Coach Spotlight: Mark Gaynor
Despite coaching at FMU for nearly two decades, Mark Gaynor, the head golf coach for the golf team, is coaching his 18th year at FMU happily, relishing his time in Florence coaching and playing the sport he loves.
“I just like the game,” Gaynor said. “People who have not played do not really understand the competitiveness of it, and it’s really, as you get better, a competitiveness with yourself; you basically are playing yourself.”
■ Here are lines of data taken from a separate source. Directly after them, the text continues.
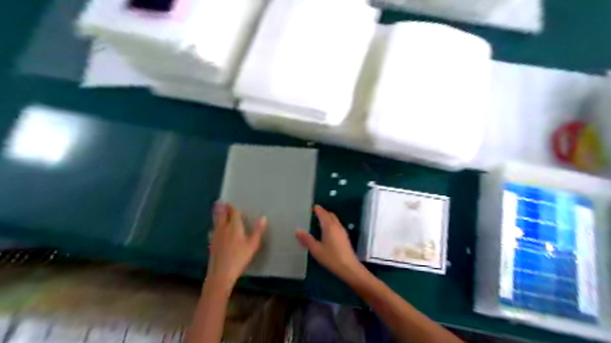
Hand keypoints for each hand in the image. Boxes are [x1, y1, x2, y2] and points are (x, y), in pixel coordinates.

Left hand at [207, 203, 267, 288]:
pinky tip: (214, 229)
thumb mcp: (253, 245)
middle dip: (223, 208)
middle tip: (222, 202)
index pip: (233, 213)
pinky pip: (213, 229)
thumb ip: (258, 230)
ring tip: (218, 209)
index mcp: (234, 226)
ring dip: (218, 214)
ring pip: (216, 221)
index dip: (234, 208)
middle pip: (222, 214)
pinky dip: (215, 225)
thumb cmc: (239, 258)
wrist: (221, 273)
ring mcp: (216, 235)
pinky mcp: (211, 243)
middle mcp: (223, 228)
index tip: (234, 204)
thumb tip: (263, 217)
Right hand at [297, 207, 366, 283]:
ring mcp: (342, 231)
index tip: (311, 207)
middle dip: (322, 212)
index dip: (317, 209)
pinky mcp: (345, 237)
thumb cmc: (331, 257)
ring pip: (334, 219)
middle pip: (330, 214)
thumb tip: (297, 230)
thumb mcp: (316, 249)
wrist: (349, 267)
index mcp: (329, 226)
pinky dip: (331, 223)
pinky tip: (326, 231)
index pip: (323, 213)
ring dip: (327, 218)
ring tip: (318, 221)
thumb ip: (306, 239)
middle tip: (314, 213)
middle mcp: (337, 226)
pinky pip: (336, 225)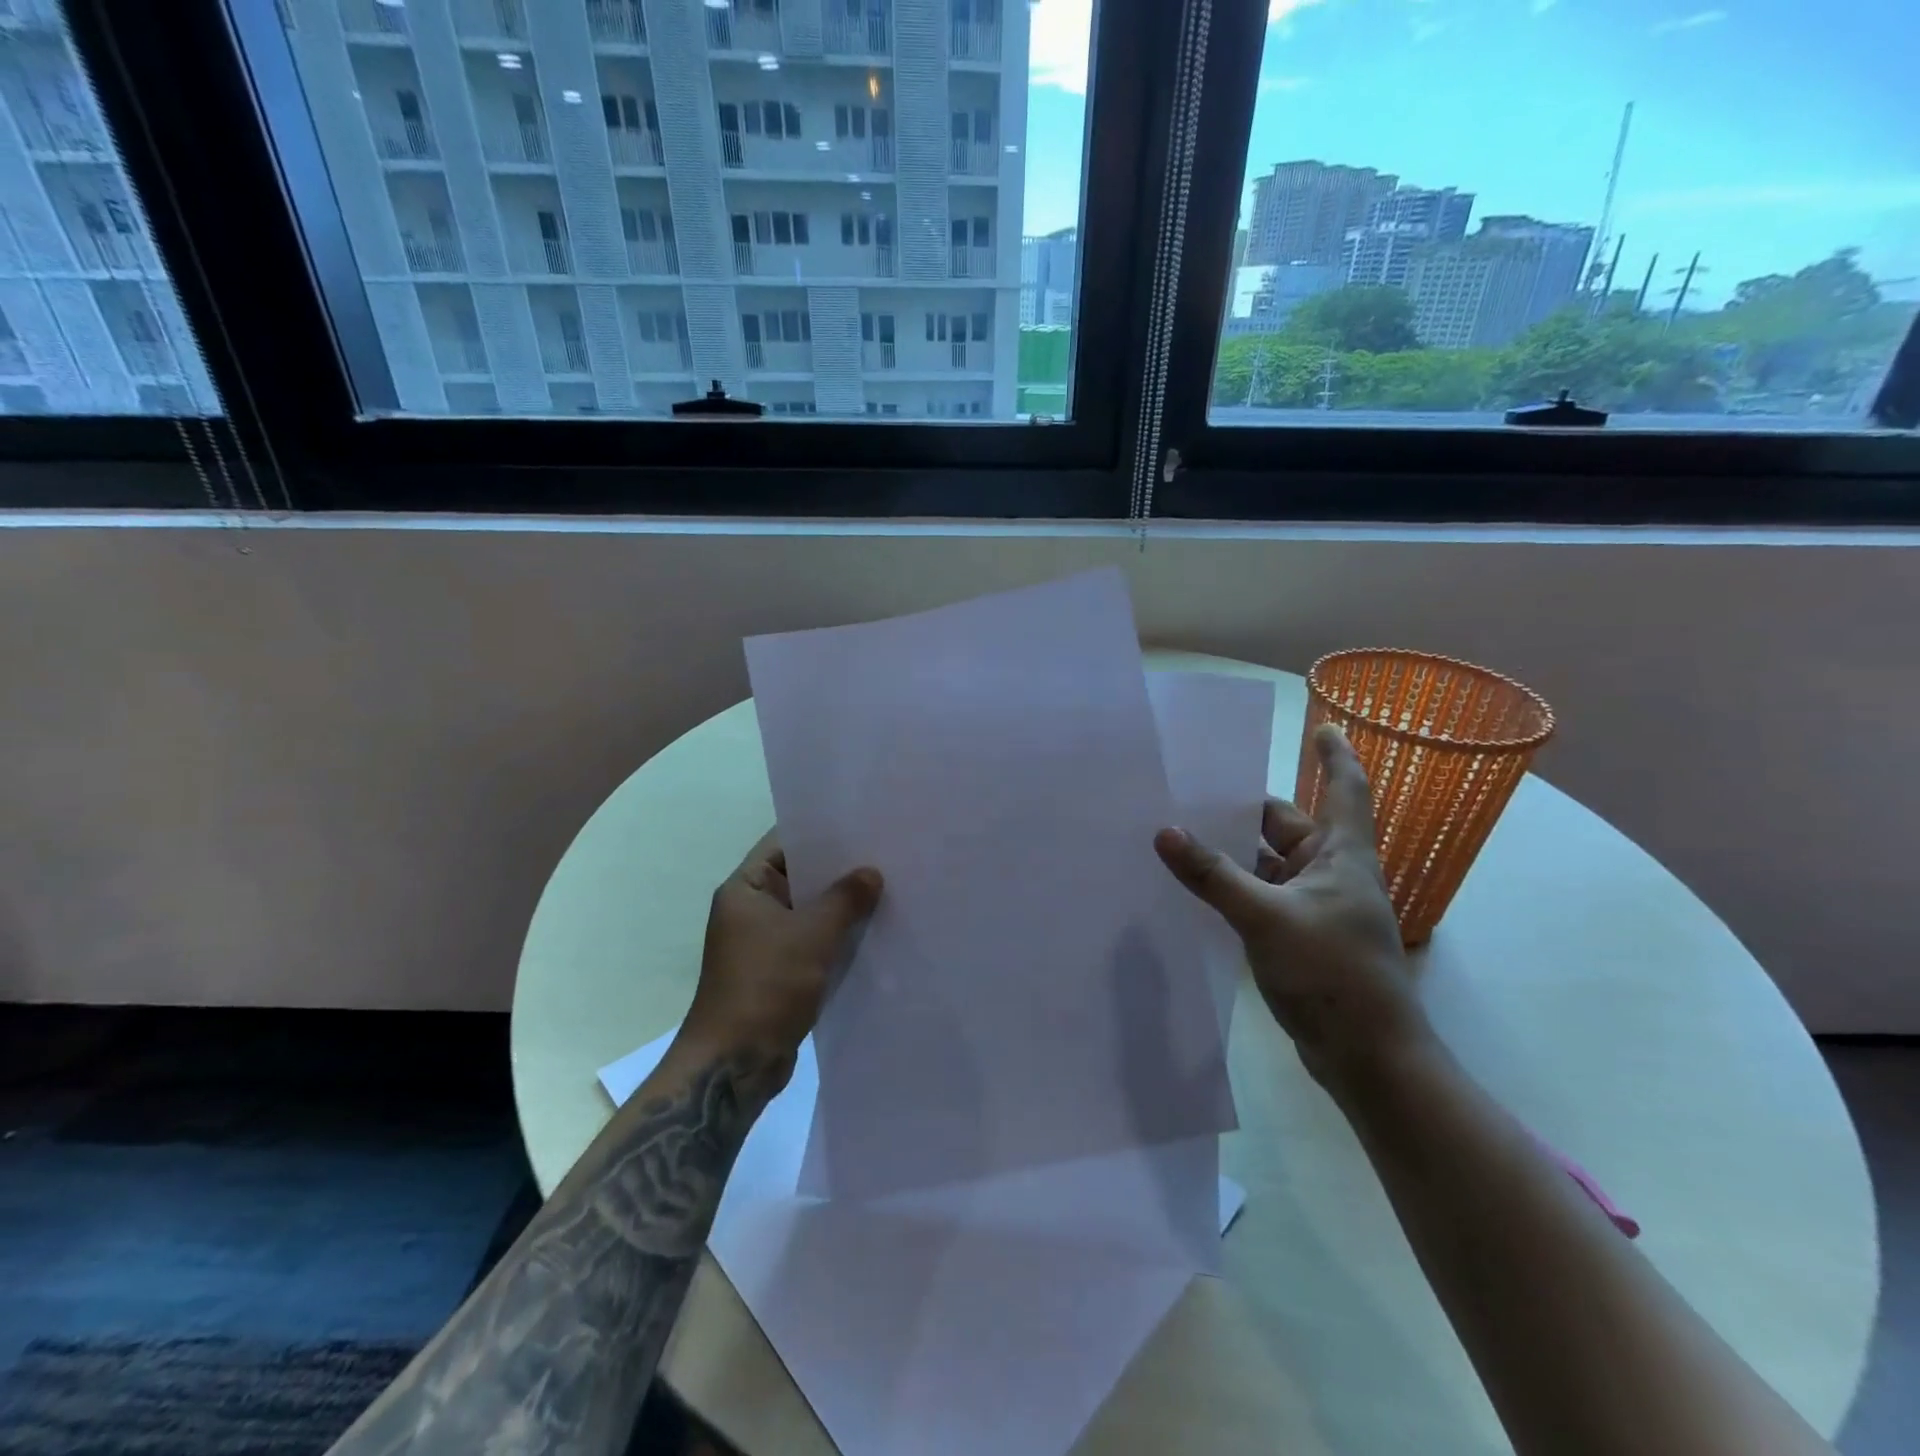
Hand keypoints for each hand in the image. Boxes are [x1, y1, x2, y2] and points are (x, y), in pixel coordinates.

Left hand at [679, 830, 882, 1087]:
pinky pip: (813, 942)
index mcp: (745, 889)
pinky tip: (875, 930)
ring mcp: (765, 942)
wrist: (735, 1064)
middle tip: (886, 854)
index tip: (861, 823)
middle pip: (800, 877)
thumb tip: (872, 872)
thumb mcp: (812, 935)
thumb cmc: (766, 985)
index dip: (820, 832)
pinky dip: (838, 936)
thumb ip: (845, 898)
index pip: (784, 843)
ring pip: (810, 912)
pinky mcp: (780, 972)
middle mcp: (751, 910)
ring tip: (889, 888)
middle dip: (840, 870)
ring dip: (842, 906)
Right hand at [1154, 723, 1433, 1092]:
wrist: (1367, 1057)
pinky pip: (1258, 896)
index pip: (1344, 789)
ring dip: (1232, 852)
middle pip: (1286, 825)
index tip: (1321, 724)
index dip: (1335, 755)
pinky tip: (1194, 886)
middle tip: (1192, 789)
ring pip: (1267, 863)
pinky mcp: (1297, 937)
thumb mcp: (1266, 917)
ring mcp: (1313, 908)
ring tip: (1179, 832)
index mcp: (1341, 855)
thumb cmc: (1333, 975)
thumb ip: (1213, 875)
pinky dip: (1231, 886)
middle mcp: (1330, 874)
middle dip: (1245, 808)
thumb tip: (1164, 831)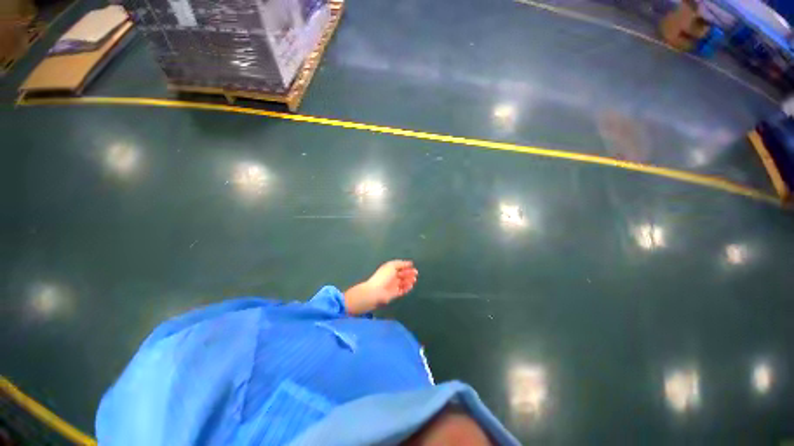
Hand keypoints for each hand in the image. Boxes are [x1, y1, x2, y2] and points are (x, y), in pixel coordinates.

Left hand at [366, 260, 418, 305]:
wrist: (376, 291)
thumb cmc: (383, 276)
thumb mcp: (392, 266)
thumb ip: (401, 263)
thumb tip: (409, 263)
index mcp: (390, 269)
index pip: (400, 267)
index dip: (406, 267)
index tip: (412, 267)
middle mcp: (392, 277)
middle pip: (402, 274)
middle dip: (409, 273)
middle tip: (415, 274)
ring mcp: (393, 285)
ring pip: (403, 282)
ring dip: (409, 281)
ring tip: (413, 280)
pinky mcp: (394, 293)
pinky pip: (402, 290)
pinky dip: (407, 288)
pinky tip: (410, 286)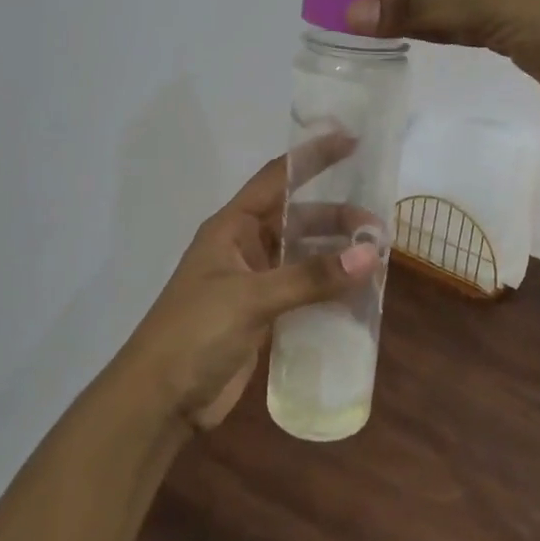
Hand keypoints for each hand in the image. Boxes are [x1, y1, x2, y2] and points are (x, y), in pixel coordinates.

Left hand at [122, 139, 379, 431]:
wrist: (160, 399)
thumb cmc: (195, 332)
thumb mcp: (251, 298)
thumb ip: (310, 277)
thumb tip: (370, 255)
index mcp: (231, 227)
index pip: (277, 178)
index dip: (312, 158)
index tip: (351, 142)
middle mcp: (244, 247)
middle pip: (298, 220)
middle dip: (336, 220)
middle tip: (379, 230)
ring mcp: (253, 283)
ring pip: (303, 257)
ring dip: (336, 257)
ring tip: (377, 262)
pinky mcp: (262, 316)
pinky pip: (303, 292)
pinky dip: (329, 291)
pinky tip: (359, 297)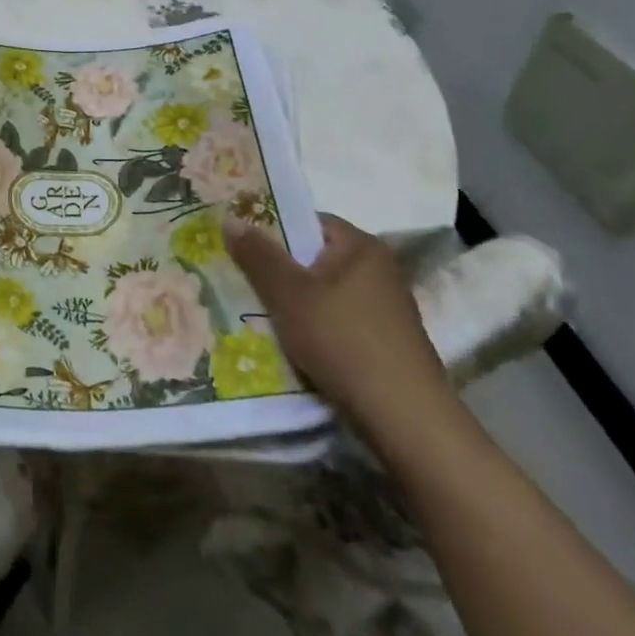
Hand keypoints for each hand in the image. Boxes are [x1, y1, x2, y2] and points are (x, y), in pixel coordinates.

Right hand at [224, 213, 452, 438]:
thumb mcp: (289, 295)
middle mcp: (378, 270)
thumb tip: (230, 218)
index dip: (271, 229)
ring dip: (292, 302)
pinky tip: (288, 342)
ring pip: (322, 293)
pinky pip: (335, 321)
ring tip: (254, 310)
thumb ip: (258, 256)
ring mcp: (384, 308)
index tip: (238, 243)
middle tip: (237, 277)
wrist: (404, 418)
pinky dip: (311, 327)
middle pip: (314, 259)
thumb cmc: (343, 340)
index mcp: (361, 247)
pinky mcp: (383, 342)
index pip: (308, 222)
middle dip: (277, 270)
Gaynor thrives from this self-competition and uses it within his coaching. He focuses on each player individually, working with their unique strengths and weaknesses to help them reach their greatest potential. To improve is to compete with and beat yourself.
“That’s the fun of it—trying to figure out each guy, what they are good at, what are they bad at,” Gaynor said. “The thing that I like about coaching the most is coaching the individual to make them the best player they can be.”
His experiences in coaching have taught him that each player is different, and to make a successful team involves individual improvements.
“The longer I coach, the more I find there is no right way of coaching golf, there are just more ways of being a better golf coach,” Gaynor said. “That is the beauty of the game; you can do it by yourself, you can do it with a team or you can do it with friends. We are an individual sport that plays as a team.”
He does prefer one method of coaching, though: playing.
“I come from more of a playing side of golf,” Gaynor said. “You learn more from playing. You have to play golf to know what you need to practice, you do not practice to go play golf.”
His philosophy has certainly been successful thus far. In his long career at FMU, he aided the transition from Division II to Division I, earned several coaching awards and coached many All-Americans. His legacy is a strong one and is only continuing to grow.
Gaynor has led his program to establish roots within the Florence community. The Patriots use local golf courses to practice and play, which allows them to interact with the community and create relationships.
“Where we practice is where people are,” Gaynor said. “The people at the golf courses know who you are, and the guys are used to occasionally other people playing with us.”
Gaynor is also an avid golf player in his free time, still passionate for the game he has played for decades. His appearances at the golf courses and his coaching position have allowed him to make connections within the Florence community personally as well.
“The longer I have been here, the more I like it,” Gaynor said.
Besides playing and coaching golf, Gaynor likes to take around a month off in July every year to travel. He has been all over the world—Asia, South America, Europe, Scandinavia, to name a few. He is very excited to resume his travels now that the pandemic is coming to an end.
“I do about a month of traveling in the summer for the last 17 or 18 years,” Gaynor said. “I have yet to find a country where I do not like the food.”
You can find the Patriots on the golf courses around Florence, or at their last invitational, which Wofford College will hold on April 12.